А в интернате жизнь шла своим чередом. Шара́пили (это по схшовски – хулиганили), веселились, дрались и учились. Просто так жить было скучно, и мы все время устраивали друг другу какие-нибудь мелкие пакости. То ножки отвинтим у кровати и поставим так, чтобы она в нужный момент рухнула на потеху всему народу, то ещё какую-нибудь забаву придумаем. Мне, например, однажды прибили тапки гвоздями к паркету. Я проснулся, сунул ноги в тапки и пошёл… Носом об пол. Очень смешно! Ага!.. Могли забить дверку тумбочки гвоздями (это тем, кто там жрачку припрятывал).

Кстати, о «жрунах». Одного такого мы проучили очень ловко. Были у нас шкафы заграничные, наверно венгерские, с маленькими английскими замочками. Некоторые ребята захватили себе такие шкафчики. Один в меру упитанный личина приоткрывал свой шкафчик с оглядкой, что-то оттуда доставал и быстренько закрывал дверку. Мы, конечно, не могли не заметить в эту щёлку кучу всяких сладостей: шоколадки, конфетки и всякое другое, чего так не хватало в детстве вообще, а уж тем более в детстве интернатовском. Смириться с этим мы не могли. Однажды, когда он отлучился на долгое время, мы отодвинули шкаф, открутили шурупы, фиксирующие заднюю стенку, сожрали всё, что можно было, а обертки, фантики и шкурки от мандаринов аккуратно сложили обратно, и завинтили стенку, как и было. Можно себе представить реакцию нашего обжоры, когда он это увидел (а мы наблюдали за его реакцией). Но надо отдать должное его детскому самообладанию – он сделал вид, что ничего не произошло. Я думаю, для него это был хороший урок жизни.

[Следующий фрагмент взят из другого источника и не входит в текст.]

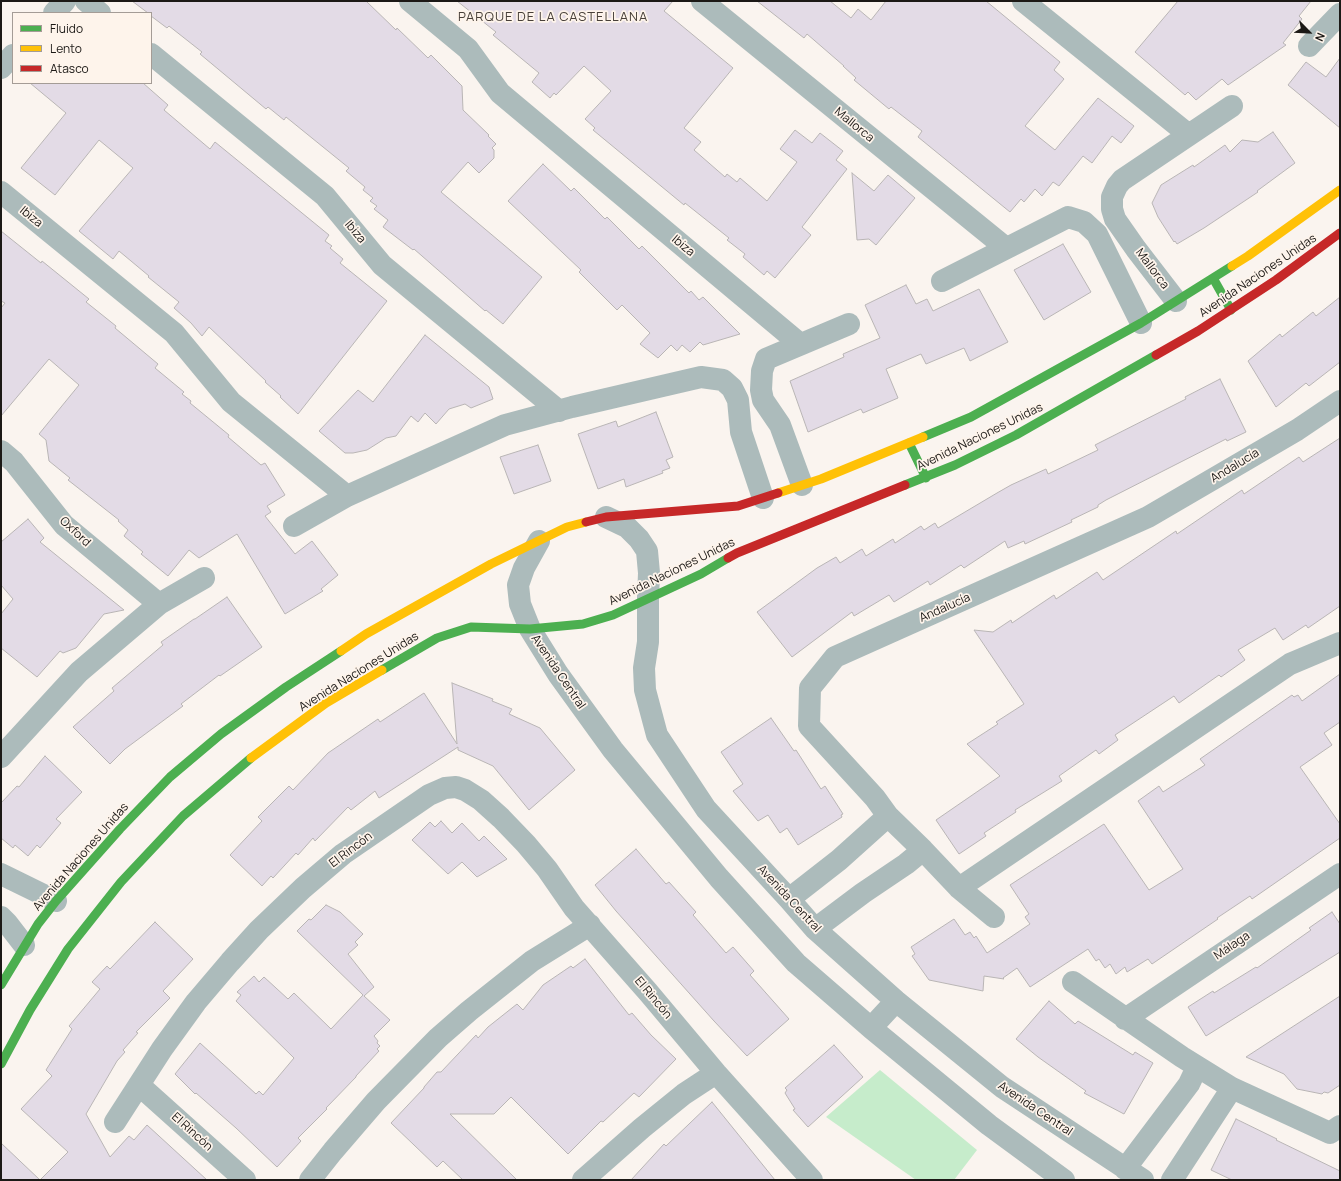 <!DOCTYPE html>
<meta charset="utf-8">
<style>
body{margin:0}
#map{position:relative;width:1341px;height:1181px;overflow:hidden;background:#faf4ef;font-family:Manrope,sans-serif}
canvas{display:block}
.frame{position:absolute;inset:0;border:2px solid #1c1916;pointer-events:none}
.legend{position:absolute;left:12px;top:12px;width:140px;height:72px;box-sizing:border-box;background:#fef4eb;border:1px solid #a49c96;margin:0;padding:5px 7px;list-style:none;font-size:12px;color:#1c1916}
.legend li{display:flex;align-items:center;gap:8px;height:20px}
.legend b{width:20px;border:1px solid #a49c96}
.north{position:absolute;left:1289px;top:12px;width:40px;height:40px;-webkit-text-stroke:3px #fef4eb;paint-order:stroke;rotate:114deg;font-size:11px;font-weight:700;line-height:16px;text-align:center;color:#1c1916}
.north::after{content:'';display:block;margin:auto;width:14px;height:18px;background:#1c1916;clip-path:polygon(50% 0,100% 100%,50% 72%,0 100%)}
</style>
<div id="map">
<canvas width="1341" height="1181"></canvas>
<div class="frame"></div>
<ul class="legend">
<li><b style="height:5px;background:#4caf50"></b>Fluido</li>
<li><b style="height:5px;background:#ffc107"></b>Lento</li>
<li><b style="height:5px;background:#c62828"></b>Atasco</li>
</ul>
<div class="north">N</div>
</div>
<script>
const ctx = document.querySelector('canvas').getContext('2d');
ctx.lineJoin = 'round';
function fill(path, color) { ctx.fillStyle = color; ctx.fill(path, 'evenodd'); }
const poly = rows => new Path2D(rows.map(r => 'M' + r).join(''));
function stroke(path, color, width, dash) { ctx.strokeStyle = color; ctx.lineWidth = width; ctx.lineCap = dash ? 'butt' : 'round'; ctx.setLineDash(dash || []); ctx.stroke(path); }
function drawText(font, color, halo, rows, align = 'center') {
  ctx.font = font + ' Manrope,sans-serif'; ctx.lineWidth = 3.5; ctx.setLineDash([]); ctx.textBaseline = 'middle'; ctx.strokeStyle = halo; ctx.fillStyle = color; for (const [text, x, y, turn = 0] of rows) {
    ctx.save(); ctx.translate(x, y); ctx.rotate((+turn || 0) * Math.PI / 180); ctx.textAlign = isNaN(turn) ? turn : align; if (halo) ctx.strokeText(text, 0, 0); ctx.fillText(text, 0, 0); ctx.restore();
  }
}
fill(poly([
 [880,1070,977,1150,954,1180,916,1180,826,1117]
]), '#c6eccb');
const building = poly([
 [132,1,366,1,396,30,397,28,428,58,431,55,462,86,463,110,489,135,488,136,496,144,492,148,494,150,494,158,479,173,468,162,441,192,542,277,503,324,486,310,485,311,414,249,413,250,383,227,388,220,374,209,377,206,370,201,373,198,363,190,365,187,346,171,349,168,286,117,284,120,268,107,266,109,200,54,202,52,169,26,167,28,151,16,151,13,148,13,132,1],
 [457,1,673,1,664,11,733,68,684,128,701,142,694,150,725,177,727,174,737,182,740,178,767,201,797,162,780,149,795,130,812,143,820,133,843,151,836,160,847,169,802,227,811,235,775,278,767,271,764,275,743,257,745,254,727,240,729,238,685,203,684,205,593,130,595,128,585,119,611,91,584,66,556,95,554,93,550,98,532,82,539,73,493,35,496,32,457,1],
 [757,1,830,1,851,18,858,9,871,20,886,1,986,1,1060,62,1054,70,1064,79,1025,126,1055,150,1098,98,1134,126,1121,143,1112,136,1092,163,1083,156,1059,186,1053,182,1042,196,1035,189,1024,202,1021,199,1010,212,918,137,922,131,891,107,889,109,854,80,856,78,843,66,844,66,807,34,804,38,757,1],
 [1178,1,1311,1,1299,16,1302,19,1283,43,1286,45,1228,85,1222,79,1196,100,1188,92,1185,95,1135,52,1178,1],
 [1340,58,1340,128,1288,85,1306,62,1326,77,1340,58],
 [30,83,143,83,168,105,164,110,210,149,215,142,329,235,325,241,332,246,330,248,343,259,340,263,387,301,298,414,280,397,281,396,265,382,266,381,209,327,202,336,191,323,174,308,179,302,148,277,149,276,119,251,113,259,79,231,133,168,99,140,55,195,21,168,66,113,30,83],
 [1273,132,1295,163,1257,191,1258,192,1204,228,1177,244,1175,241,1174,242,1158,217,1152,203,1161,185,1193,165,1194,167,1225,145,1230,152,1242,140,1258,142,1273,132],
 [543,164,571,191,574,188,605,219,607,217,639,249,642,246,689,293,691,291,699,300,703,297,740,334,703,345,700,342,690,352,682,345,677,351,671,345,658,358,640,344,650,333,622,305,617,310,579,272,581,270,508,201,543,164],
 [852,173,874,191,888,175,915,198,876,245,869,239,857,240,852,173],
 [1,231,41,263,42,261,89,299,86,302,116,326,115,328,158,364,155,368,184,392,182,394,191,401,190,403,229,435,228,437,261,465,265,463,285,495,267,506,271,512,265,516,295,554,312,541,338,575,321,589,323,591,285,614,237,534,199,558,189,550,168,576,141,554,143,552,124,536,128,530,118,521,119,520,68,480,70,478,49,461,46,440,39,434,79,385,49,359,1,416,1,308,5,303,1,301,1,231],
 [1063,244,1091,292,1044,320,1014,270,1063,244],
 [906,285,916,304,927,299,933,311,979,289,1008,342,970,361,964,348,926,364,921,354,886,369,898,398,863,413,861,409,808,432,790,381,844,357,843,354,880,338,865,305,906,285],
 [1340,297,1340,362,1309,386,1306,383,1276,407,1248,361,1280,334,1282,337,1313,312,1316,316,1340,297],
 [425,335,489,387,493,399,471,408,465,404,449,409,436,424,425,413,418,422,411,416,396,436,386,438,367,450,353,453,345,453,319,431,358,390,373,402,425,335],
 [1220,379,1246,432,1227,441,1226,439,1106,500,1098,505,1098,507,1071,520,1072,522,1025,544,1024,541,1008,548,1005,541,964,568,961,565,930,585,928,581,894,602,889,595,854,616,852,612,792,657,757,612,817,568,836,557,840,563,862,549,866,556,893,539,895,543,921,526,924,530,935,523,938,528,997,493,1011,485,1046,469,1048,474,1098,450,1095,445,1186,399,1185,397,1220,379],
 [656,412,673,457,666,460,670,468,662,471,663,473,626,487,624,479,598,489,578,434,616,421,618,427,656,412],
 [1340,438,1340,606,1308,628,1306,625,1283,640,1275,628,1238,650,1245,660,1221,677,1219,675,1179,703,1174,696,1115,735,1118,740,1099,754,1096,750,1059,776,1062,781,1015,810,1016,812,984,833,986,836,959,854,936,820,1000,776,967,744,998,724,996,722,1024,704,974,630,993,632,1011,620,1012,623,1054,595,1056,599,1097,572,1103,580,1176,531,1177,534,1242,490,1244,494,1299,457,1303,462,1340,438],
 [538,445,551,481,514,494,500,457,538,445],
 [28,519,44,538,40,542,124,610,104,614,76,648,63,653,60,651,37,677,1,648,1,614,13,599,1,585,1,542,28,519],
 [227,597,262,647,220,676,219,675,181,704,183,706,125,749,110,764,73,727,114,691,112,688,163,645,161,642,194,619,195,619,227,597],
 [1340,674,1340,722,1324,733,1332,745,1300,767,1340,824,1340,838,1252,899,1250,896,1217,918,1218,919,1152,964,1148,959,1127,972,1125,967,1116,974,1110,964,1105,968,1099,959,1096,961,1088,949,1030,987,1017,968,1003,978,1004,979,984,976,983,991,929,980,912,956,915,954,911,947,954,919,965,935,970,932,974,938,976,936,987,953,1030,924,1025,917,1029,914,1010,885,1104,824,1149,890,1183,869,1138,801,1159,786,1163,792,1205,765,1200,759,1292,695,1294,697,1298,695,1302,701,1340,674],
 [452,683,493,699,492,701,512,709,509,714,540,728,575,770,529,810,493,766,458,750,458,747,379,798,375,791,351,810,348,807,315,841,313,838,298,855,296,853,273,878,271,876,262,886,230,855,262,821,258,817,289,786,293,790,328,753,378,719,380,722,424,693,457,744,452,683],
 [771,718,794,751,796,750,821,789,825,786,843,814,841,815,842,817,798,845,787,828,780,833,768,815,758,821,733,791,743,784,721,752,771,718],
 [45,756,82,792,56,819,61,823,40,848,37,845,28,856,15,845,13,848,1,838,1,803,17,786,19,787,45,756],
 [441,821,452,833,462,823,479,841,484,836,507,859,477,877,462,862,448,874,412,840,430,822,435,827,441,821],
 [636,849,666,884,669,882,696,912,693,915,726,953,733,947,754,971,750,975,789,1019,747,1056,714,1021,616,911,595,885,636,849],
 [326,905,340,912,363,934,355,942,358,945,348,954,374,987,364,996,390,1020,374,1036,378,1041,377,1043,380,1046,377,1049,379,1051,356,1076,356,1077,326,1108,327,1109,298,1138,301,1141,277,1167,236,1128,196,1093,195,1094,175,1074,200,1043,256,1094,259,1091,263,1095,294,1058,236,1001,241,995,237,992,254,976,259,982,264,977,288,999,294,993,331,1029,363,995,297,931,309,919,311,920,326,905],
 [1332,912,1340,924,1340,952,1206,1036,1188,1007,1213,991,1214,993,1256,967,1257,968,1311,930,1309,928,1332,912],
 [155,922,193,959,163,991,170,998,136,1032,138,1033,123,1050,125,1052,117,1061,86,1114,110,1157,129,1136,134,1140,147,1125,207,1180,1,1180,1,1143,40,1180,68,1152,21,1109,52,1076,46,1070,72,1029,69,1026,100,989,92,982,107,966,110,969,155,922],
 [585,959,629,1015,632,1013,651,1035,676,1059,639,1097,634,1093,603,1122,601,1121,568,1154,511,1097,494,1114,450,1114,517,1180,463,1180,443,1161,437,1167,391,1123,424,1088,424,1087,437,1072,441,1072,476,1035,478,1038,488,1027,517,1004,523,1010,543,985,571,966,573,968,585,959],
 [1340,996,1340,1085,1328,1093,1324,1092,1322,1094,1297,1089,1284,1074,1246,1057,1340,996],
 [1049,1001,1075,1024,1078,1021,1133,1055,1135,1052,1153,1063,1124,1114,1084,1093,1086,1091,1038,1057,1016,1039,1049,1001],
 [834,1045,863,1077,808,1127,793,1110,795,1109,785,1093,787,1090,785,1088,834,1045],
 [712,1102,775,1180,631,1180,664,1144,666,1146,712,1102],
 [1236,1119,1277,1139,1276,1140,1340,1171,1340,1180,1232,1180,1211,1170,1236,1119]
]);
fill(building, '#e3dbe6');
stroke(building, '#b9b5b5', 1);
stroke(poly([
 [86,1,100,13],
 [410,1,468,49,500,93,800,344],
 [702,1,1006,248],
 [1023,1,1189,135],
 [54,13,65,1],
 [1309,46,1340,14],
 [151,54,325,196,382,265,559,411],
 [1,68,13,55],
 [1,192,174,333,231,402,347,496],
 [942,281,1068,217,1084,222,1097,234,1141,323],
 [1176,301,1136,249,1115,219,1112,209,1112,197,1117,186,1122,180,1232,106],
 [1,451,14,462,64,525,159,604],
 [802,485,780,425,763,400,761,390,762,371,766,359,849,324],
 [606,517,627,527,639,539,647,551,649,573,648,598,648,642,644,668,645,690,657,735,706,809,789,899,815,929,896,1001,1002,1087,1143,1180],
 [294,526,347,496,505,425,572,407,701,377,723,380,732,388,738,400,741,432,763,498],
 [539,541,524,568,518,585,520,604,530,629,558,674,613,750,719,878,796,963,871,1028,989,1125,1064,1180],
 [1,757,79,672,159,604,204,578],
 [1,874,56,901],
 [959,888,1290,664,1340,643],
 [789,899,839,860,888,816],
 [1,917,7,923,24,945],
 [994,917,959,888,923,850,888,816,875,798,809,726,810,688,835,657,1148,517,1297,430,1340,401],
 [815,929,863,893,906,864,923,850],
 [1073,982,1182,1057,1232,1088,1330,1133,1340,1126],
 [1125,1019,1340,874],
 [871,1028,896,1001],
 [139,1085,245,1180],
 [115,1122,162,1049,196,1002,230,962,259,930,303,888,343,854,429,795,445,788,456,787,465,790,481,800,501,818,526,844,547,869,574,908,648,992,716,1073,812,1180],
 [1125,1169,1189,1084,1197,1067],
 [310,1180,333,1151,376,1101,438,1038,469,1011,532,961,590,925],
 [583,1180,642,1128,684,1094,716,1073],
 [1172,1180,1232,1088]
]), '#acbbbb', 22);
stroke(poly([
 [1213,278,1231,310],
 [923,437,971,417,1141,323,1232,266],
 [909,443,926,478],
 [905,485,955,465,1016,435,1156,355],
 [382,670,437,638,471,627,530,629,583,624,613,615,701,574,728,558],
 [1,985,38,924,56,901,120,829,170,777,221,734,286,687,341,651],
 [1,1064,30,1010,68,949,121,882,183,816,251,758]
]), '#4caf50', 9);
stroke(poly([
 [1232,266,1248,256,1340,190],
 [778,493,821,479,923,437],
 [341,651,366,634,491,564,567,527,586,522],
 [251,758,326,703,382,670]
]), '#ffc107', 9);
stroke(poly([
 [1156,355,1198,331,1276,280,1340,233],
 [586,522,606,517,738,506,778,493],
 [728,558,737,553,905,485]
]), '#c62828', 9);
drawText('12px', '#1c1916', '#fef4eb', [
 ["Mallorca",854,125,39],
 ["Ibiza",31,217,39],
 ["Ibiza",355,232,50],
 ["Ibiza",683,246,40],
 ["Mallorca",1152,269,53],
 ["Avenida Naciones Unidas",1258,276,-34],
 ["Avenida Naciones Unidas",980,437,-26],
 ["Andalucía",1235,466,-31],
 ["Oxford",75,532,43],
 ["Avenida Naciones Unidas",672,572,-26],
 ["Andalucía",945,608,-24],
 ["Avenida Naciones Unidas",359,672,-32],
 ["Avenida Central",558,672,56],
 ["El Rincón",351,850,-37],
 ["Avenida Naciones Unidas",81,857,-49],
 ["Avenida Central",789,899,47],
 ["Málaga",1232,946,-34],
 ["El Rincón",653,998,50],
 ["Avenida Central",1035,1109,34],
 ["El Rincón",192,1132,42]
]);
ctx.letterSpacing = '1px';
drawText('13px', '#484039', '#fef4eb', [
 ["PARQUE DE LA CASTELLANA",553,17]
]);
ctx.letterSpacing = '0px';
</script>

В одном классе со мной учился Коля Туркин. Впоследствии выдающийся художник-керамист, один из возрождателей Фенинской полихромной майолики Гжели. Он как-то повзрослел раньше, чем все остальные. Читал какие-то взрослые книги, курить начал раньше всех. Был немногословен, и всегда со слегка луковой улыбкой на губах. Не могу сказать, что мы с ним были друзьями. Я к нему относился с уважением, а он ко мне, поскольку я был самый мелкий в нашем классе, скорее, как покровитель. Наши кровати в палате стояли рядом. Мы, обитатели палаты № 6, как мы её иногда называли, (кто читал Чехова, тот понимает, о чем речь) были сторонниками здорового образа жизни, перед сном нараспашку открывали окна и хорошо проветривали комнату. И вот однажды, хорошим морозным вечером, я забегаю в палату после вечернего туалета, свет уже выключен, колотун – почти как на улице. Я быстро раздеваюсь и с разбегу – нырь в кровать. И… вскакиваю, как будто меня кинули на сковородку! Оказывается, пока я умывался и чистил зубы, мне под простыню сунули сосульку длиной почти на всю кровать. Я в потёмках не заметил никакого подвоха и плюхнулся на неё всем своим разгорячённым телом. Все конечно давай ржать, и я вместе с ними. А устроил это всё Коля Туркин.